Long first payment deferral versus normal one period (month) deferral
Question:
When we compare a loan using a normal amortization schedule (amortization book or calculation on an online website) we do not reach the same number of payments in Margill as in the on-line calculator. Why is this?
Here is an example:
Origination Date: July 14, 2017.
Original Principal: $ 11,374.
10% interest rate
48 months
Deferred interest and payments until Feb. 15 2018.
Normal amortization tables show payment of approx. $288.00 @ 48 months.
Margill is showing us 51 + payments @ $288.00.
Answer:
This is a most common error because of the “Deferred payment.”
Amortization tables (static) and on-line calculators cannot include deferred payments. They are usually exactly one period (often one month) after the Origination date. You could not thus get the proper payment with a 7 month deferral.
If I do a 48-month loan, with first payment exactly one month after July 14, I thus get the $288 you are looking for ($288.86 to be precise).
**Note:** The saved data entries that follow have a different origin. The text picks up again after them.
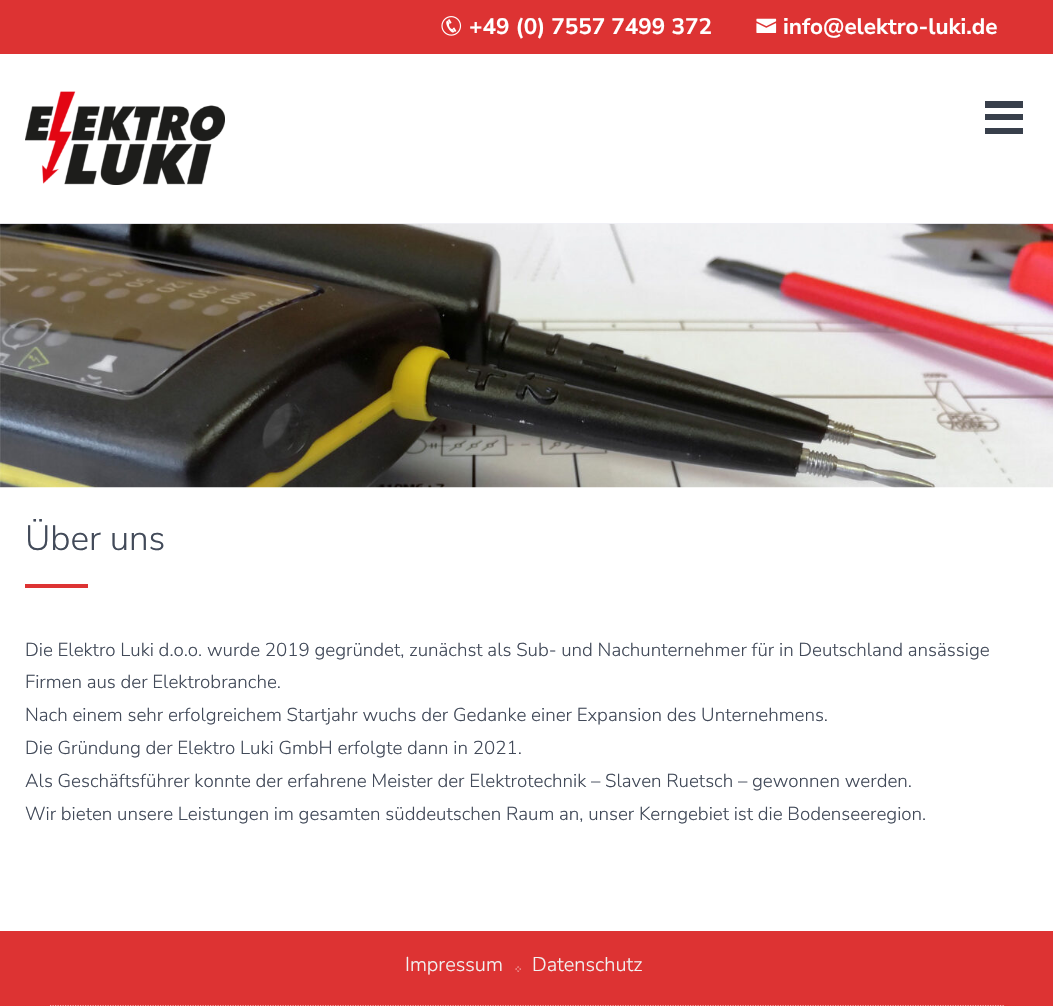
void draw(SkCanvas* canvas) {
    SkPaint paint;
    paint.setAntiAlias(true);
    canvas->clear(0xFFFFFFFF);
    paint.setColor(0xFFF0F1F6);
    canvas->drawRect(SkRect::MakeXYWH(0, 223, 1053, 1), paint);
    paint.setColor(0xFFDD3333);
    canvas->drawRect(SkRect::MakeXYWH(0, 0, 1053, 54), paint);
    canvas->drawImageRect(SkImages::DeferredFromEncodedData(SkData::MakeFromFileName("img1.png")), SkRect::MakeXYWH(441, 16, 21, 20), SkSamplingOptions());
    SkFont font1(fontMgr->matchFamilyStyle("Nunito Sans", SkFontStyle::Bold()), 22.5f);
    font1.setSubpixel(true);
    paint.setColor(0xFFFFFFFF);
    canvas->drawString("+49 (0) 7557 7499 372", 469, 34, font1, paint);
    canvas->drawImageRect(SkImages::DeferredFromEncodedData(SkData::MakeFromFileName("img2.png")), SkRect::MakeXYWH(756, 18, 21, 15), SkSamplingOptions());
    canvas->drawString("info@elektro-luki.de", 783, 34, font1, paint);
    canvas->drawImageRect(SkImages::DeferredFromEncodedData(SkData::MakeFromFileName("img3.png")), SkRect::MakeXYWH(25, 91, 200, 94), SkSamplingOptions());
    paint.setColor(0xFF383F4B);
    canvas->drawRect(SkRect::MakeXYWH(985, 101, 38, 7), paint);
    canvas->drawRect(SkRect::MakeXYWH(985, 114, 38, 6), paint);
    canvas->drawRect(SkRect::MakeXYWH(985, 128, 38, 6), paint);
    canvas->drawImageRect(SkImages::DeferredFromEncodedData(SkData::MakeFromFileName("img4.png")), SkRect::MakeXYWH(0, 223, 1053, 265), SkSamplingOptions());
    SkFont font2(fontMgr->matchFamilyStyle("Nunito Sans", SkFontStyle(300, SkFontStyle::kNormal_Width, SkFontStyle::kUpright_Slant)), 35);
    font2.setSubpixel(true);
    paint.setColor(0xFF424A59);
    canvas->drawString("Über uns", 25, 550, font2, paint);
    paint.setColor(0xFFDD3333);
    canvas->drawRect(SkRect::MakeXYWH(25, 584, 63, 4), paint);
    SkFont font3(fontMgr->matchFamilyStyle("Nunito Sans", SkFontStyle(300, SkFontStyle::kNormal_Width, SkFontStyle::kUpright_Slant)), 18.75f);
    font3.setSubpixel(true);
    paint.setColor(0xFF424A59);
    canvas->drawString("Die Elektro Luki d.o.o. wurde 2019 gegründet, zunächst als Sub- und Nachunternehmer für in Deutschland ansässige", 25, 656, font3, paint);
    canvas->drawString("Firmen aus der Elektrobranche.", 25, 688, font3, paint);
    canvas->drawString("Nach einem sehr erfolgreichem Startjahr wuchs der Gedanke einer Expansion des Unternehmens.", 25, 721, font3, paint);
    canvas->drawString("Die Gründung der Elektro Luki GmbH erfolgte dann in 2021.", 25, 754, font3, paint);
    canvas->drawString("Als Geschäftsführer konnte der erfahrene Meister der Elektrotechnik – Slaven Ruetsch – gewonnen werden.", 25, 787, font3, paint);
    canvas->drawString("Wir bieten unsere Leistungen im gesamten süddeutschen Raum an, unser Kerngebiet ist die Bodenseeregion.", 25, 820, font3, paint);
    paint.setColor(0xFFDD3333);
    canvas->drawRect(SkRect::MakeXYWH(0, 931, 1053, 75), paint);
    SkFont font4(fontMgr->matchFamilyStyle("Nunito Sans", SkFontStyle(300, SkFontStyle::kNormal_Width, SkFontStyle::kUpright_Slant)), 20);
    font4.setSubpixel(true);
    paint.setColor(0xFFF2F2F2);
    canvas->drawString("Impressum", 405, 971, font4, paint);
    canvas->drawImageRect(SkImages::DeferredFromEncodedData(SkData::MakeFromFileName("img5.png")), SkRect::MakeXYWH(515, 966, 6, 6), SkSamplingOptions());
    canvas->drawString("Datenschutz", 532, 971, font4, paint);
    paint.setStyle(SkPaint::kStroke_Style);
    paint.setStrokeWidth(1.2f);
    paint.setColor(0xFFF1ADAD);
    paint.setPathEffect(SkDashPathEffect::Make({{1.25f, 1.25f}}, 0));
    canvas->drawPath(SkPathBuilder().moveTo(50, 1005.5f).lineTo(1004, 1005.5f).detach(), paint);
    paint.setPathEffect(nullptr);
}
Leave the payment blank so it is calculated.
So this is not what you are looking for since my first payment date is not properly deferred.
Let’s say we really do want 48 payments with the February date.
Because of the deferred first payment (6 months after a normal 1 month deferral) I am now at a payment of 303.81. Much higher since more interest accrued before any principal gets repaid.
From the screenshots you sent me, you want a 288.00 payment (not 288.86):
So I leave the the Amortization and Term blank and the number of payments will be computed to 52 with a last payment of $82.76.
Follow up question:
When I wrote “Deferred interest and payments” I meant thee is no interest from July 2017 to February 2018.
Follow-up answer:
You can simply change the Rate column to 0.00%. Balance then becomes minus $1047.44.
Then delete the extra lines (for which the balance is now negative) by highlighting them > right click with the mouse.
We are now at 47 payments of $288.00 and the last one at $204.61 (since no interest for 7 months).